#### WORK INSTRUCTION:
Working from the entries that follow, retype each one without any alteration.

#### Stored data:
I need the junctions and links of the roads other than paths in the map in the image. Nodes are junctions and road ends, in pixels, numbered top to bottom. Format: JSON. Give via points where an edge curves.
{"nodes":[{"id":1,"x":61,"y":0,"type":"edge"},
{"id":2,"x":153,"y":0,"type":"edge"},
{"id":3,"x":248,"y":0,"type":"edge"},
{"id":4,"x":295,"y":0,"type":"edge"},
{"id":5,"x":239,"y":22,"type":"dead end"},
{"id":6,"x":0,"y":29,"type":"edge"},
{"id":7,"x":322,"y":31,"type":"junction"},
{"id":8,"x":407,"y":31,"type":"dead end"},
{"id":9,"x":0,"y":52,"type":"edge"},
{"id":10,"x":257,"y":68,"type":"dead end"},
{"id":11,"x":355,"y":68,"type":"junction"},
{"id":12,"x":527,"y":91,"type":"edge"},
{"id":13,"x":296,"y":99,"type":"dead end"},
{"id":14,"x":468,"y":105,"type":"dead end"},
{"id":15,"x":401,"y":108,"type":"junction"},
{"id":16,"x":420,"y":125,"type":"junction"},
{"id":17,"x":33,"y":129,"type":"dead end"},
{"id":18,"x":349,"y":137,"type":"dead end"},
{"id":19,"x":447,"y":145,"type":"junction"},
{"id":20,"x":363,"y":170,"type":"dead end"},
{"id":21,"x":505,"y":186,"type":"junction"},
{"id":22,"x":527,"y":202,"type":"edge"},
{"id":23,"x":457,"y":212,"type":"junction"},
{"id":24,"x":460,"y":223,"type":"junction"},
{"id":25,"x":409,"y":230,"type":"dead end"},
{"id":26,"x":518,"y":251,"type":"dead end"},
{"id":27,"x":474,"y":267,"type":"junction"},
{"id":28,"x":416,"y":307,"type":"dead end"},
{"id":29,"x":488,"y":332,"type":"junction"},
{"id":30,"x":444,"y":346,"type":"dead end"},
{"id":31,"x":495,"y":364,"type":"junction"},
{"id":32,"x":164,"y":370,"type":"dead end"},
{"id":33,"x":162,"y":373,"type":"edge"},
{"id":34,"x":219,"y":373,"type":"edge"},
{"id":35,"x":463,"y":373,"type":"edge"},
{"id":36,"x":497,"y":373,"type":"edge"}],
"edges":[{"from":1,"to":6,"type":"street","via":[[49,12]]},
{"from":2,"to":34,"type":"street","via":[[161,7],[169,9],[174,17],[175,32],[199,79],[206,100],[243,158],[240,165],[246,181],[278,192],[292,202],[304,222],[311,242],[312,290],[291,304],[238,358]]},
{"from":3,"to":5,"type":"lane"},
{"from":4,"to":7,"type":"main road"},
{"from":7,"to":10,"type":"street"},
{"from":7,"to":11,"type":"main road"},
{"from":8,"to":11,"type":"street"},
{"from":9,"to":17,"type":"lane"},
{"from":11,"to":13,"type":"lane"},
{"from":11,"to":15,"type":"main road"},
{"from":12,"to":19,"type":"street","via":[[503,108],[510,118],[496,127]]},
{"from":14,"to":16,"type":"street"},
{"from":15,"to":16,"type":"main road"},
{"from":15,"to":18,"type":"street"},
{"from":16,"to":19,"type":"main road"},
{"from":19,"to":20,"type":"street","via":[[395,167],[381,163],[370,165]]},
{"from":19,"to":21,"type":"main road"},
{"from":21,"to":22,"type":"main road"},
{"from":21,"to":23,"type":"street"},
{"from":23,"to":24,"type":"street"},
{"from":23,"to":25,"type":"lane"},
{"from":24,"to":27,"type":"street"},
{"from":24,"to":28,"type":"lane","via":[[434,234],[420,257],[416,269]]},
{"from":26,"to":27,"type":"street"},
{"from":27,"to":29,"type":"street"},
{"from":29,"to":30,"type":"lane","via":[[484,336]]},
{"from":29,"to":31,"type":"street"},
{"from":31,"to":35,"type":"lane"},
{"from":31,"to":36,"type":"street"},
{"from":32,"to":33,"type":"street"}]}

#### ANSWER SPACE:
I need the junctions and links of the roads other than paths in the map in the image. Nodes are junctions and road ends, in pixels, numbered top to bottom. Format: JSON. Give via points where an edge curves.
{"nodes":[{"id":1,"x":61,"y":0,"type":"edge"},
{"id":2,"x":153,"y":0,"type":"edge"},
{"id":3,"x":248,"y":0,"type":"edge"},
{"id":4,"x":295,"y":0,"type":"edge"},
{"id":5,"x":239,"y":22,"type":"dead end"},
{"id":6,"x":0,"y":29,"type":"edge"},
{"id":7,"x":322,"y":31,"type":"junction"},
{"id":8,"x":407,"y":31,"type":"dead end"},
{"id":9,"x":0,"y":52,"type":"edge"},
{"id":10,"x":257,"y":68,"type":"dead end"},
{"id":11,"x":355,"y":68,"type":"junction"},
{"id":12,"x":527,"y":91,"type":"edge"},
{"id":13,"x":296,"y":99,"type":"dead end"},
{"id":14,"x":468,"y":105,"type":"dead end"},
{"id":15,"x":401,"y":108,"type":"junction"},
{"id":16,"x":420,"y":125,"type":"junction"},
{"id":17,"x":33,"y":129,"type":"dead end"},
{"id":18,"x":349,"y":137,"type":"dead end"},
{"id":19,"x":447,"y":145,"type":"junction"},
{"id":20,"x":363,"y":170,"type":"dead end"},
{"id":21,"x":505,"y":186,"type":"junction"},
{"id":22,"x":527,"y":202,"type":"edge"},
{"id":23,"x":457,"y":212,"type":"junction"},
{"id":24,"x":460,"y":223,"type":"junction"},
{"id":25,"x":409,"y":230,"type":"dead end"},
{"id":26,"x":518,"y":251,"type":"dead end"},
{"id":27,"x":474,"y":267,"type":"junction"},
{"id":28,"x":416,"y":307,"type":"dead end"},
{"id":29,"x":488,"y":332,"type":"junction"},
{"id":30,"x":444,"y":346,"type":"dead end"},
{"id":31,"x":495,"y":364,"type":"junction"},
{"id":32,"x":164,"y":370,"type":"dead end"},
{"id":33,"x":162,"y":373,"type":"edge"},
{"id":34,"x":219,"y":373,"type":"edge"},
{"id":35,"x":463,"y":373,"type":"edge"},
{"id":36,"x":497,"y":373,"type":"edge"}],
"edges":[{"from":1,"to":6,"type":"street","via":[[49,12]]},
{"from":2,"to":34,"type":"street","via":[[161,7],[169,9],[174,17],[175,32],[199,79],[206,100],[243,158],[240,165],[246,181],[278,192],[292,202],[304,222],[311,242],[312,290],[291,304],[238,358]]},
{"from":3,"to":5,"type":"lane"},
{"from":4,"to":7,"type":"main road"},
{"from":7,"to":10,"type":"street"},
{"from":7,"to":11,"type":"main road"},
{"from":8,"to":11,"type":"street"},
{"from":9,"to":17,"type":"lane"},
{"from":11,"to":13,"type":"lane"},
{"from":11,"to":15,"type":"main road"},
{"from":12,"to":19,"type":"street","via":[[503,108],[510,118],[496,127]]},
{"from":14,"to":16,"type":"street"},
{"from":15,"to":16,"type":"main road"},
{"from":15,"to":18,"type":"street"},
{"from":16,"to":19,"type":"main road"},
{"from":19,"to":20,"type":"street","via":[[395,167],[381,163],[370,165]]},
{"from":19,"to":21,"type":"main road"},
{"from":21,"to":22,"type":"main road"},
{"from":21,"to":23,"type":"street"},
{"from":23,"to":24,"type":"street"},
{"from":23,"to":25,"type":"lane"},
{"from":24,"to":27,"type":"street"},
{"from":24,"to":28,"type":"lane","via":[[434,234],[420,257],[416,269]]},
{"from":26,"to":27,"type":"street"},
{"from":27,"to":29,"type":"street"},
{"from":29,"to":30,"type":"lane","via":[[484,336]]},
{"from":29,"to":31,"type":"street"},
{"from":31,"to":35,"type":"lane"},
{"from":31,"to":36,"type":"street"},
{"from":32,"to":33,"type":"street"}]}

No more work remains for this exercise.